Uma proposta de interpretação equilibrada pode ser obtida fazendo-se uso do método da atualização da mensagem cristã, presente na teologia sistemática de Millard Erickson. Na atualização da mensagem cristã, não basta somente asseverar que o texto se referia à época da redação do escrito, mas diferenciar o conteúdo permanente no ensino bíblico de sua expressão temporária. O conteúdo permanente é atemporal, não sendo invalidado por época ou cultura. Já sua expressão temporária, seria a forma de expor o assunto em categorias condicionadas à época da redação do escrito. Neste caso, poderíamos perguntar: qual o conteúdo permanente de 1Co 11 e 14? Seria a mulher falar usando o véu, ou nem mesmo falar com o véu? Será que estamos focando demais nossa atenção na expressão temporária, falar com o véu, não falar no culto, não observando assim, o conteúdo permanente subjacente aos textos?

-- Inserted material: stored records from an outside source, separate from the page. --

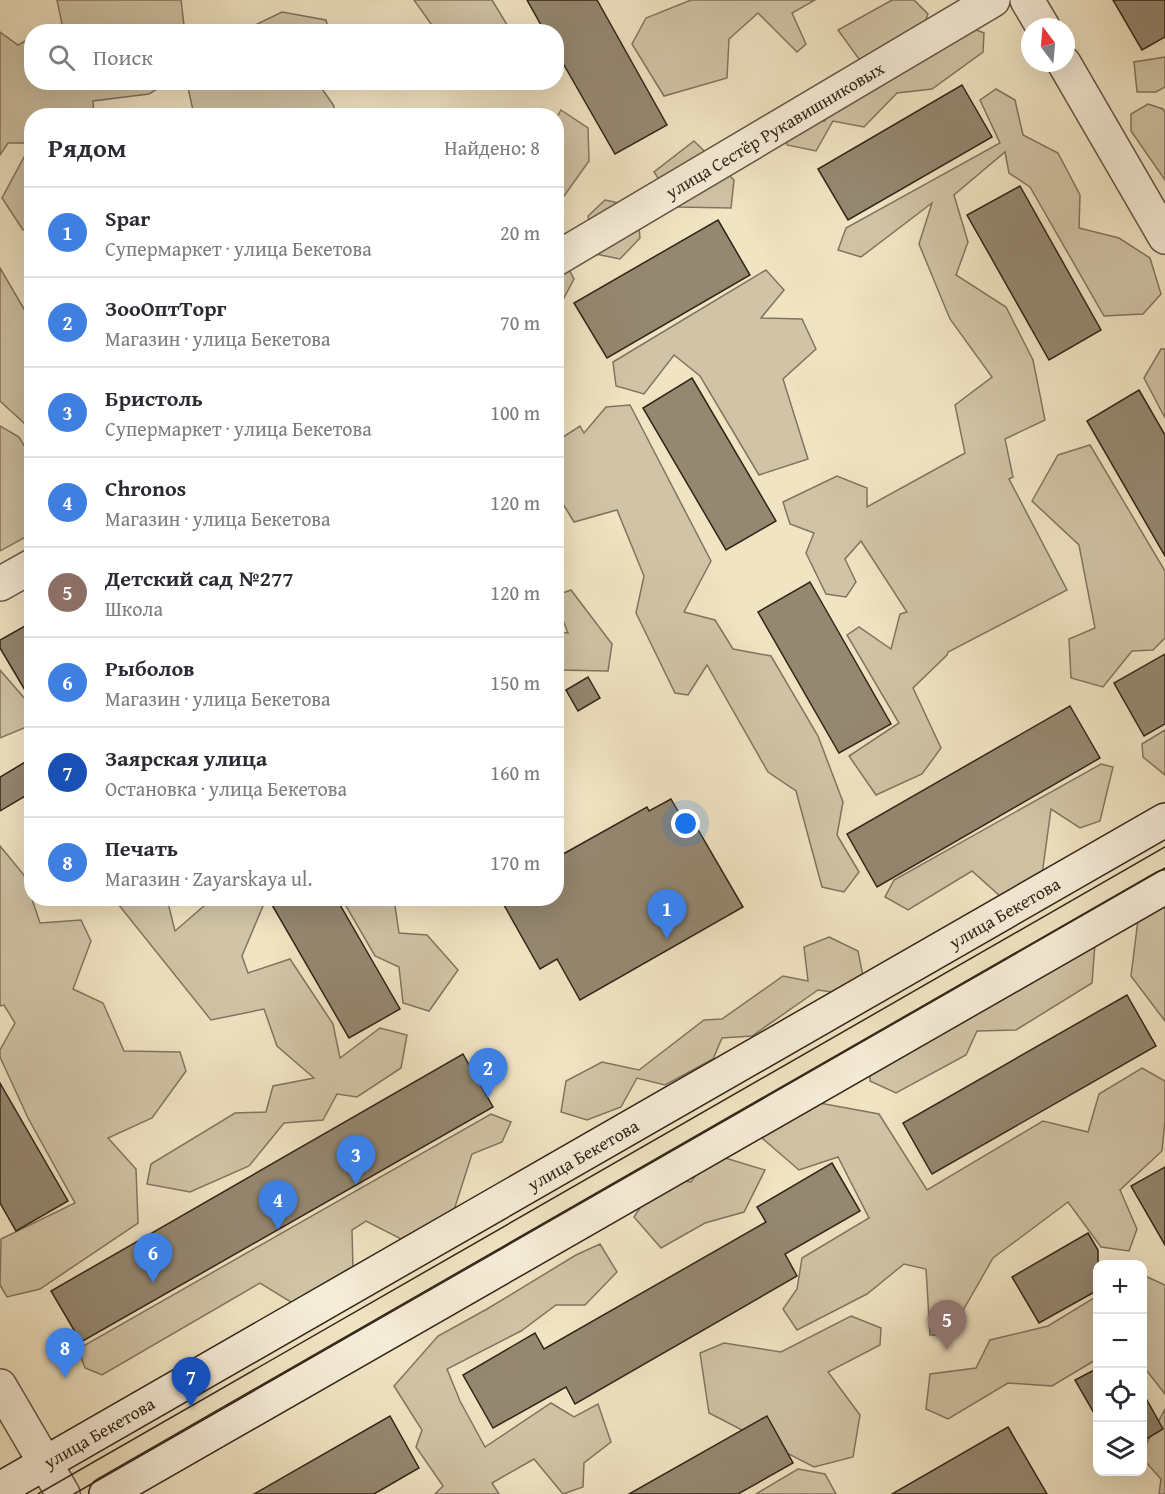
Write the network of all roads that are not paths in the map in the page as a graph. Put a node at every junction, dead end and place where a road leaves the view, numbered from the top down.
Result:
1 (993, 0) edge
2 (1027, 0) edge
3 (1038, 18) edge
4 (1069, 72) edge
5 (1164, 234) edge
6 (564, 254) edge
7 (24, 570) edge
8 (0, 584) edge
9 (1165, 820) edge
10 (1165, 887) edge
11 (0, 1386) edge
12 (45, 1463) junction
13 (0, 1489) edge
14 (63, 1494) edge
15 (106, 1494) edge

1 - 6 main road, улица Сестёр Рукавишниковых
2 - 3 main road
4 - 5 main road
7 - 8 main road
9 - 12 main road, улица Бекетова
10 - 15 main road
11 - 12 main road
12 - 13 main road, улица Бекетова
12 - 14 main road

O estudioso Helmut Koester, em introdução ao novo testamento v. II, e outros, entende os versículos 33b-36 de 1Co 14 como uma interpolação. Interpolação é o termo para se referir a todo conteúdo ou material inserido no texto bíblico, não pertencendo ao autor sacro. Esta proposta evita a possível incoerência no texto paulino, onde no capítulo 11.2-16 ele permite a participação da mulher. Assim, o pensamento do apóstolo continuaria coeso, pois 1Co 14.33b-36 não seria de sua autoria, mas de algum escriba posterior.

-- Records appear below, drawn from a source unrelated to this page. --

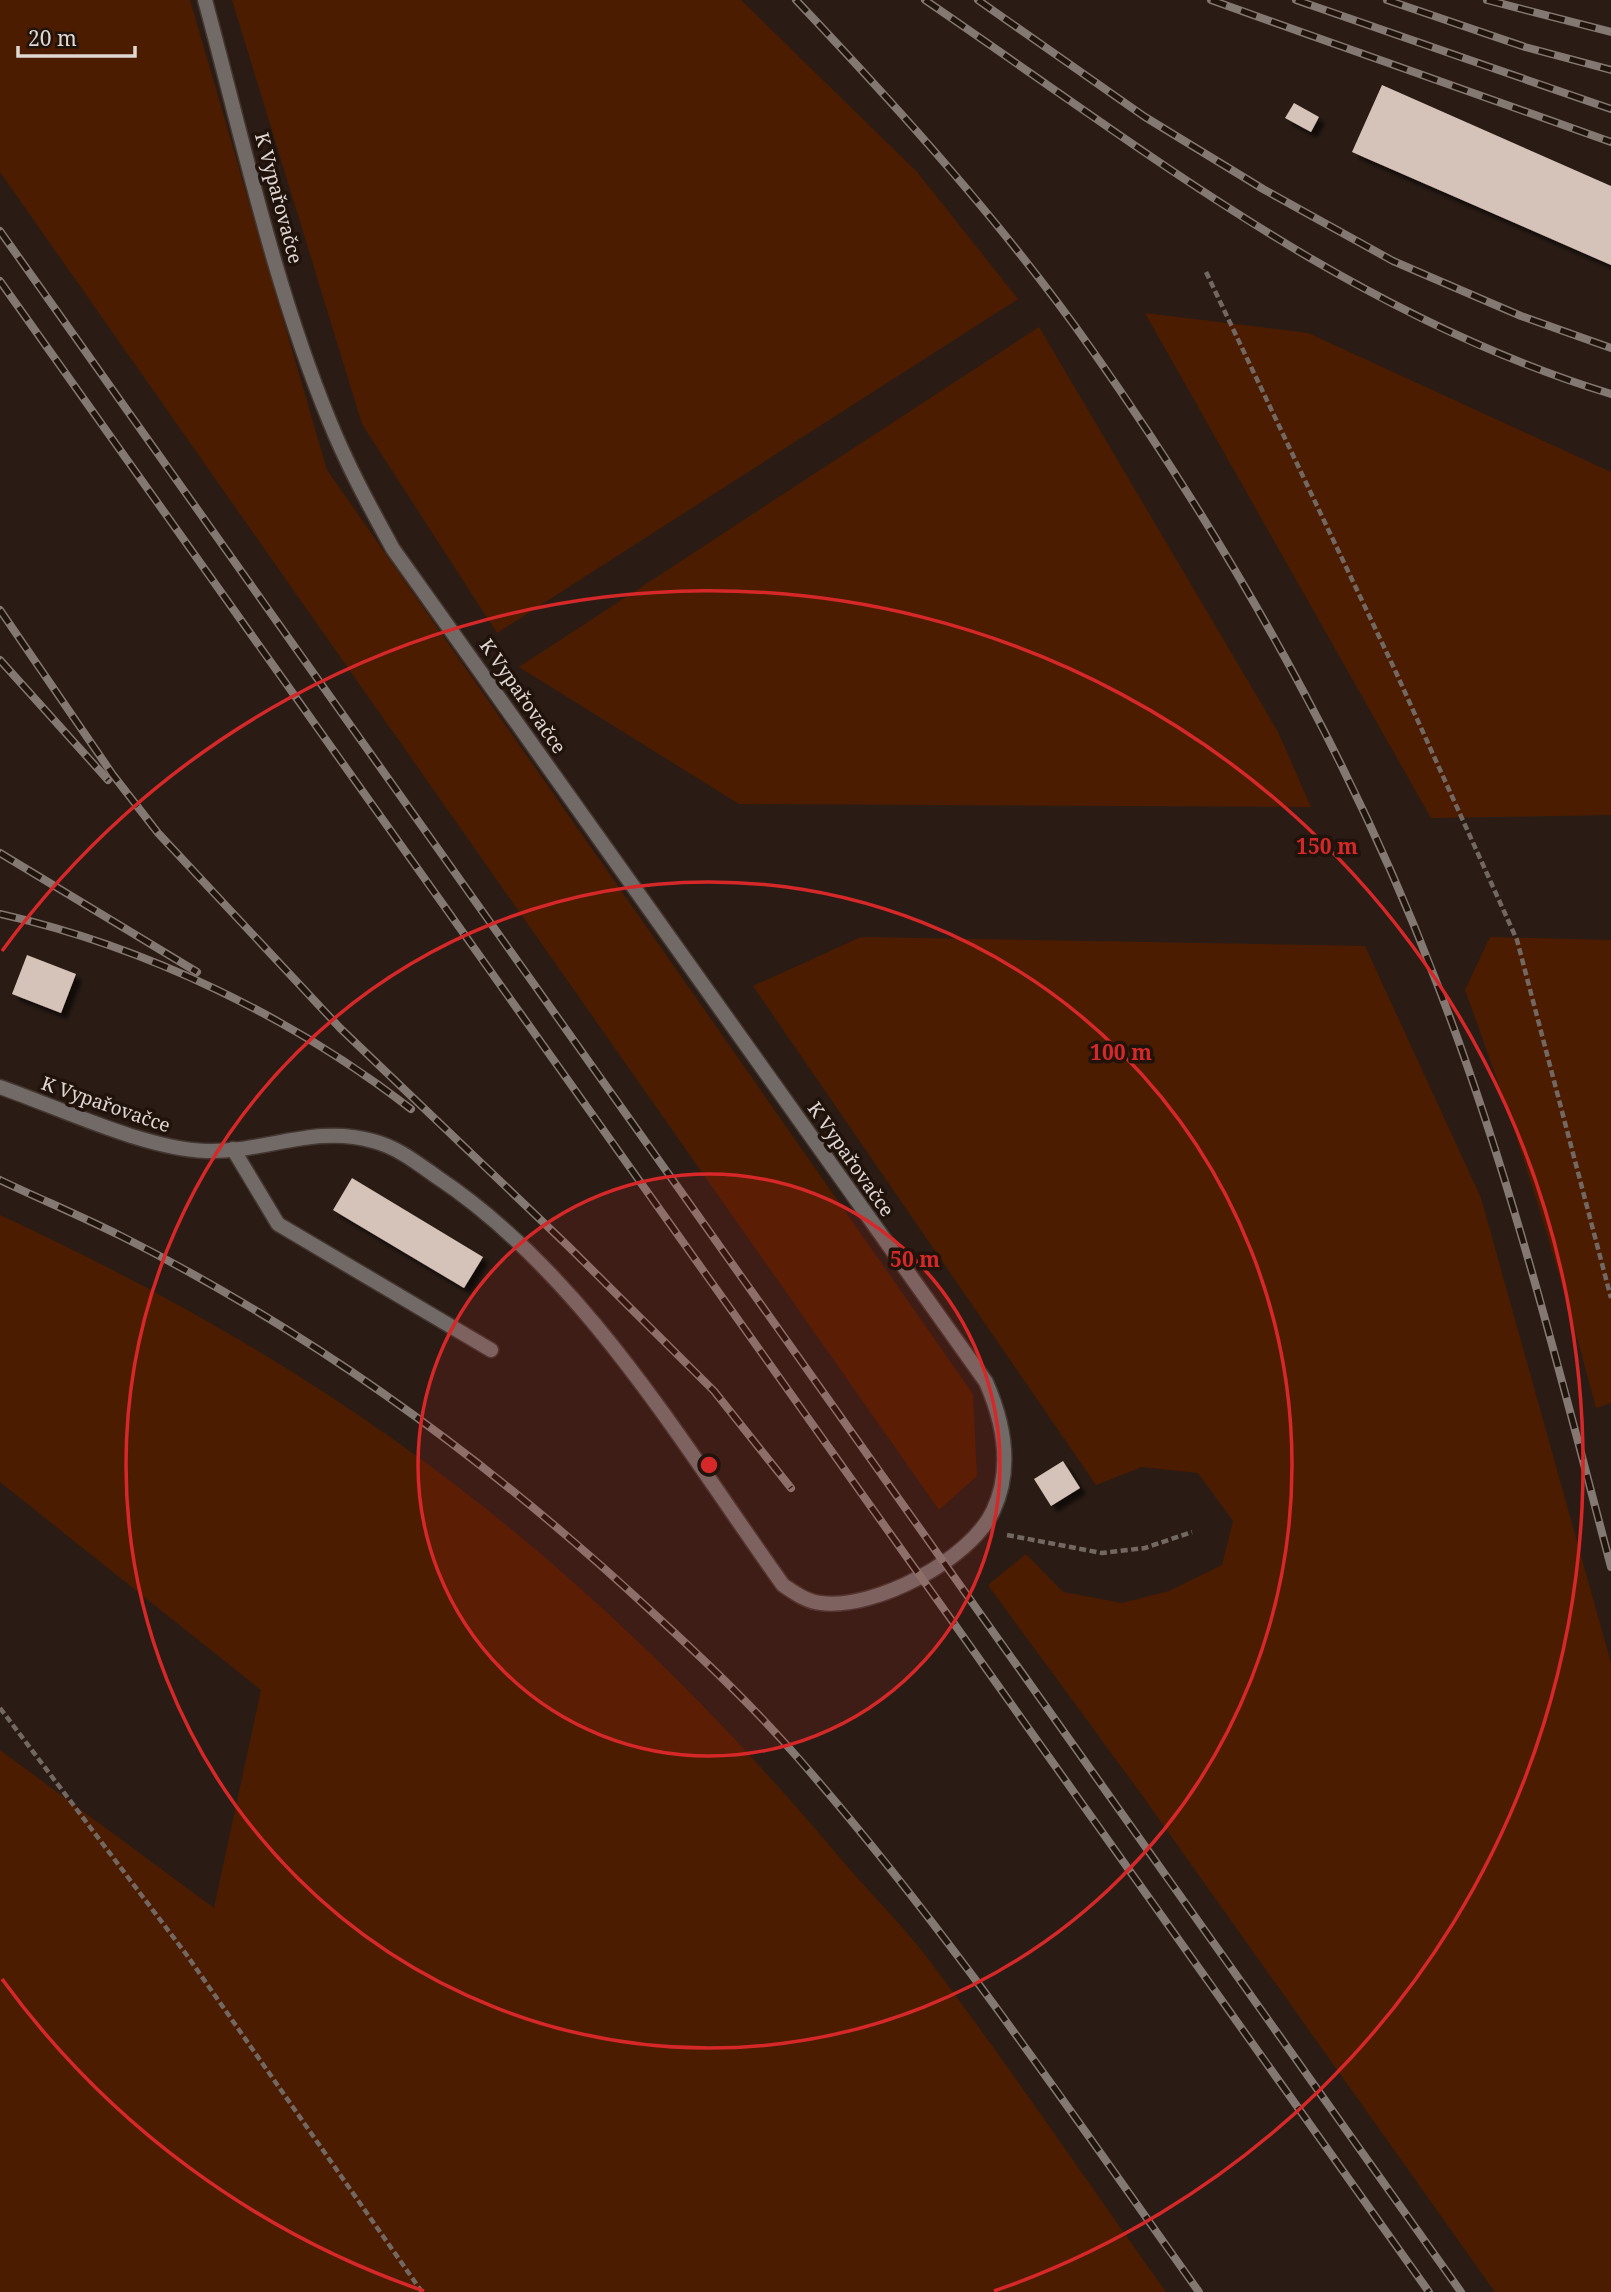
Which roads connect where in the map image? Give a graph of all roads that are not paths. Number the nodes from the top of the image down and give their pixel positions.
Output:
1 (205, 0) edge
2 (0, 1087) edge
3 (233, 1149) junction
4 (491, 1350) dead end

1 - 3 lane, K Vypařovačce
2 - 3 lane, K Vypařovačce
3 - 4 lane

Outra possibilidade é entender os versículos 33b-35 como citação feita pelo apóstolo. Ele estaria, na verdade, fazendo referência ao entendimento que os coríntios tinham do culto público. No versículo 36 Paulo criticaria esta atitude ao perguntar se a Palavra de Deus teria surgido somente entre eles? Neste caso, os homens de Corinto.
Na verdade, não estaria Paulo discutindo em 1Co 11.2-16 somente a questão do uso do véu  para as mulheres que estavam profetizando sem contudo emitir sua real opinião sobre a possibilidade ou não da mulher falar na igreja? Se assim for, em 1Co 14.33b-36 ele declara sua postura sobre a mulher no culto, completo silêncio. Desta forma, o apóstolo manteria coerência em dois assuntos: a mulher deve usar o véu e nunca falar na igreja.

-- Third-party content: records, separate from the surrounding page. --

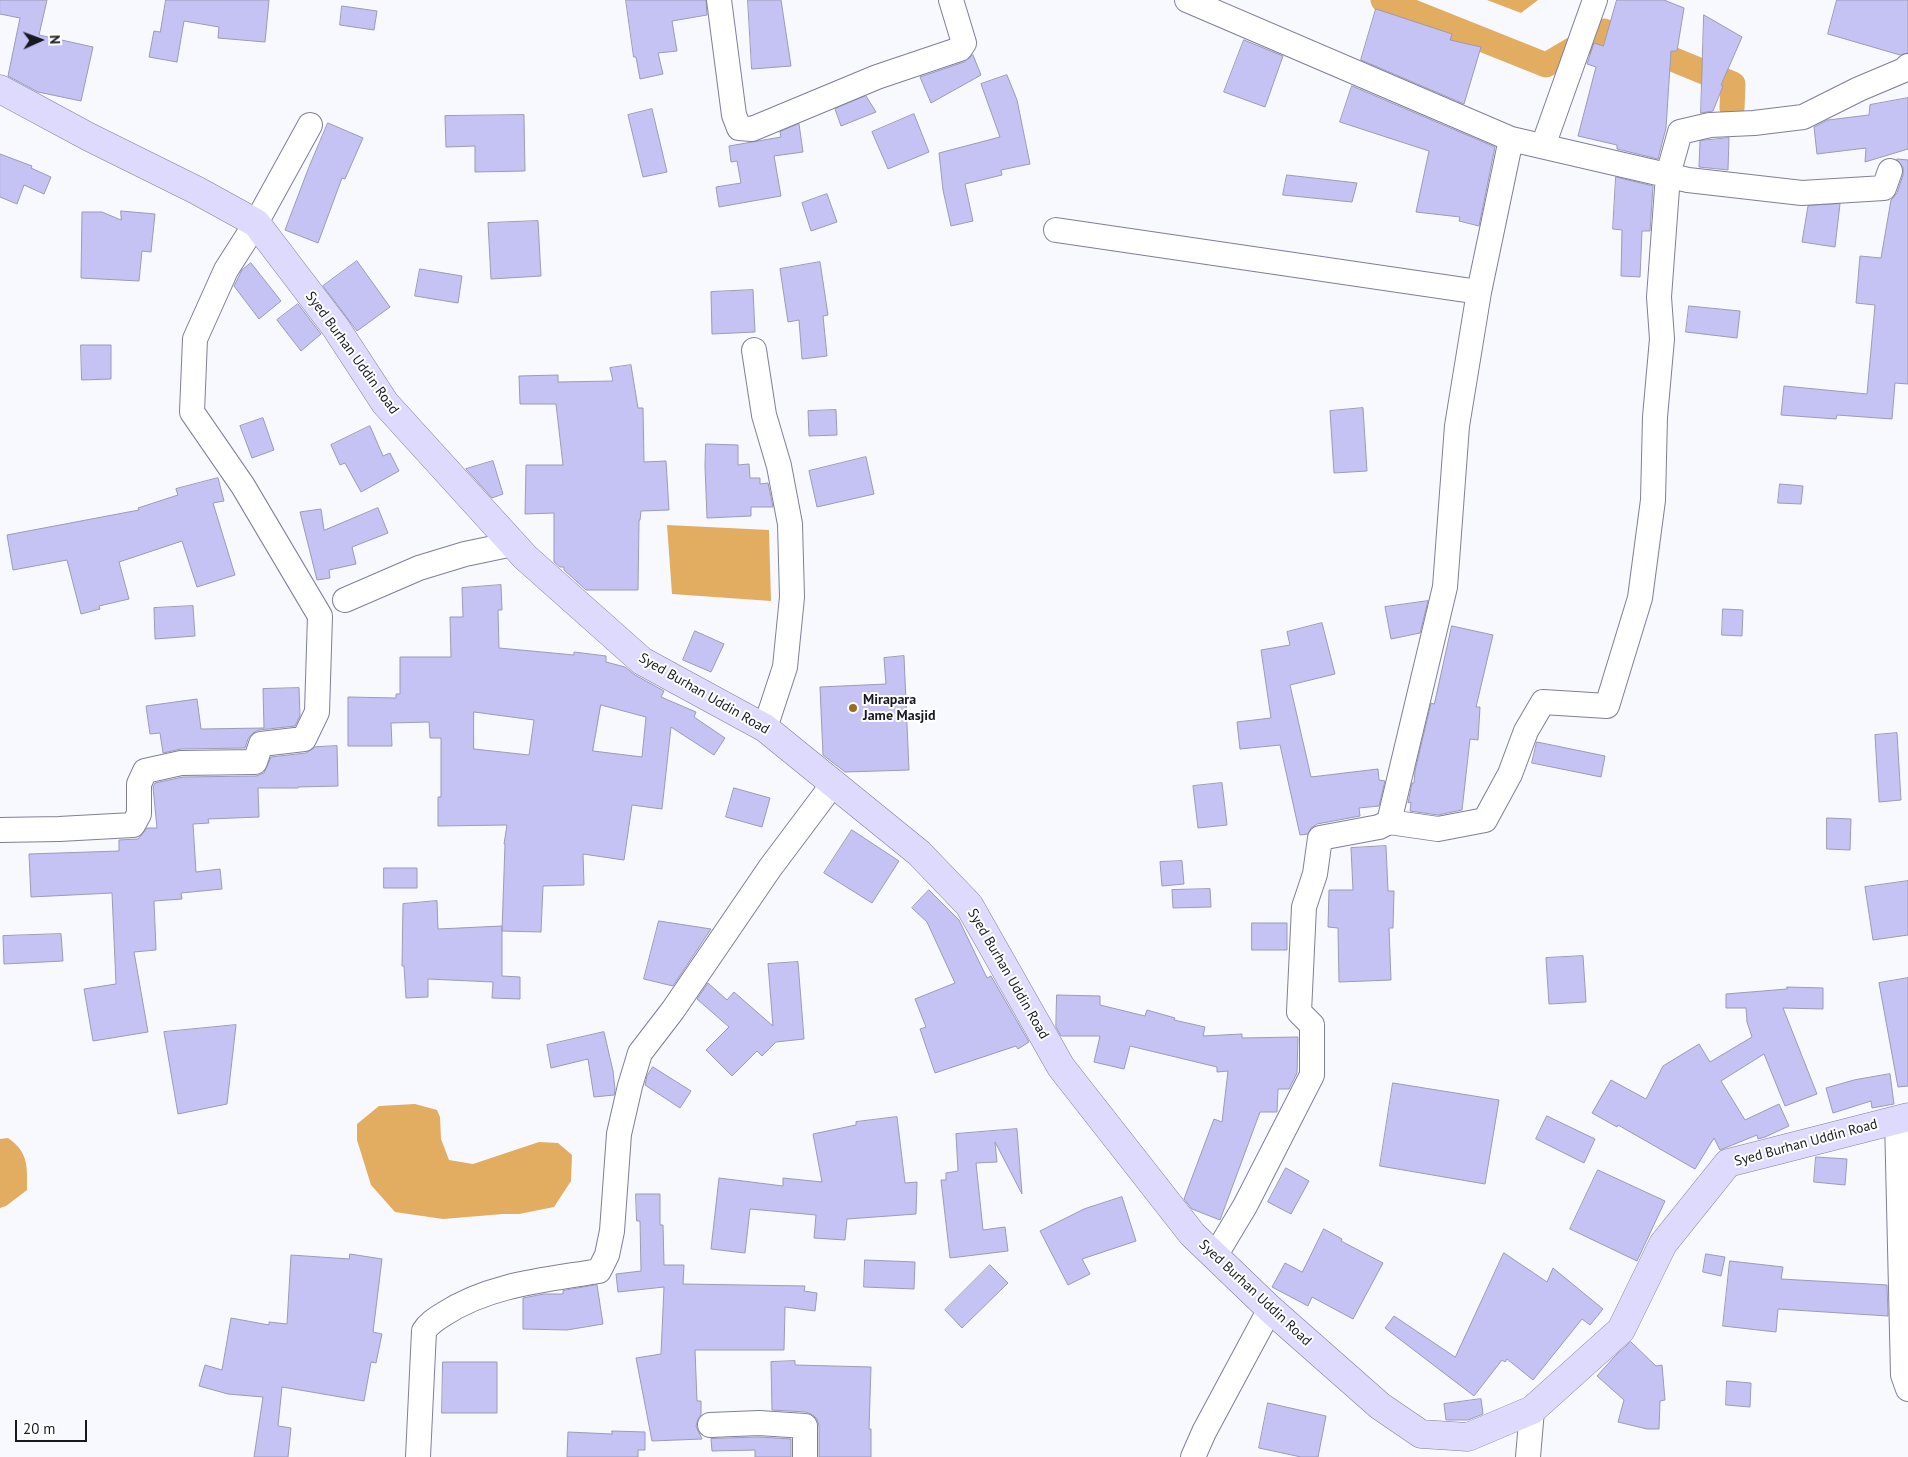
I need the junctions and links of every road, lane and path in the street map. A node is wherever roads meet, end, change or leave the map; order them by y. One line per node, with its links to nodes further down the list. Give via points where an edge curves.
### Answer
1 (719, 0): 2 (street, via 734,115 739,128 752,129 877,77 960,49 964,43)
2 (951, 0)
3 (1186, 0): 8 (street)
4 (1595, 0): 9 (street)
5 (1908, 66): 11 (street, via 1803,117 1710,125 1680,132)
6 (0, 89): 12 (street, Syed Burhan Uddin Road)
7 (310, 125): 12 (street)
8 (1511, 139): 9 (street); 14 (street)
9 (1543, 146): 11 (street)
10 (1890, 171): 11 (street, via 1884,188 1802,193)
11 (1668, 175): 20 (street, via 1659,297 1662,340 1655,417 1653,500 1640,598 1607,706 1543,702 1485,820 1438,829)
12 (256, 224): 16 (street, Syed Burhan Uddin Road, via 336,328 385,403); 21 (street, via 226,270 195,339 192,412 243,486 320,616 317,712 304,739 261,744 255,762 181,763 145,771 139,784 139,814 133,825)
13 (1056, 230): 14 (street)
14 (1479, 292): 20 (street, via 1457,426 1445,587)
15 (754, 350): 18 (street, via 764,415 779,466 790,524 792,598 785,667)
16 (513, 544): 17 (street, via 419,568); 18 (street, Syed Burhan Uddin Road, via 642,661)
17 (345, 600)
18 (765, 728): 19 (street, Syed Burhan Uddin Road)
19 (833, 784): 23 (street, Syed Burhan Uddin Road, via 919,853 969,905 1061,1066 1192,1234); 28 (street, via 640,1053 619,1134 612,1231 607,1255 599,1271 502,1288 462,1302 424,1330)
20 (1390, 822): 23 (street, via 1379,828 1320,838 1315,874 1304,907 1299,1012 1312,1025 1312,1075 1245,1206)
21 (0, 830)
22 (1903, 1118): 25 (street, via 1903,1375); 26 (street, Syed Burhan Uddin Road, via 1728,1163 1663,1244 1621,1330)
23 (1215, 1256): 24 (street, Syed Burhan Uddin Road)
24 (1270, 1309): 26 (street, Syed Burhan Uddin Road, via 1380,1406 1421,1434 1468,1437); 30 (street)
25 (1908, 1388)
26 (1532, 1410): 31 (street)
27 (710, 1424): 29 (street, via 805,1426)
28 (418, 1457)
29 (805, 1457)
30 (1193, 1457)
31 (1528, 1457)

Neste caso, qual o valor destes dois textos para a cristandade do século XXI? Eles nos ensinam a importância de mantermos o equilíbrio entre igreja e convenções sociais, desde que estas não firam os princípios éticos e morais da revelação bíblica. Paulo apela para uma norma socialmente estabelecida quando pede que os coríntios “julguem entre vocês mesmos: é apropriado a uma mulher orar a Deus com a cabeça descoberta? A própria natureza das coisas não lhes ensina [...] que o cabelo comprido é uma glória para a mulher?” 1Co. 11.13-14. Observe que para o apóstolo o consenso comunitário serve como corolário de toda sua argumentação teológica.  
No caso de 1Co. 14.33b-36 as observações do erudito alemão, Werner de Boor, são bastante esclarecedoras: “O ponto de vista do apóstolo, quando escreveu o presente trecho em sua carta, é simplesmente o seguinte: a igreja de Jesus não pode nem deve conceder à mulher uma posição que ela já não possua na vida pública e que contradiga o sentimento ético da época. Então, porém, isso significa para nós hoje: a igreja de Jesus não pode nem deve negar à mulher uma posição que ela já possui na vida pública e que corresponde a todo o sentimento óbvio da época! Assim como naquele tempo a mulher que falasse em público representaria uma estranha extrapolação, assim seria hoje com a mulher condenada ao silêncio.”
Desta forma, é compreensível que Paulo fale que em sua época “é vergonhoso uma mulher falar na igreja”. Se vivesse nos dias atuais, poderia afirmar: “é vergonhoso uma mulher não falar na igreja.”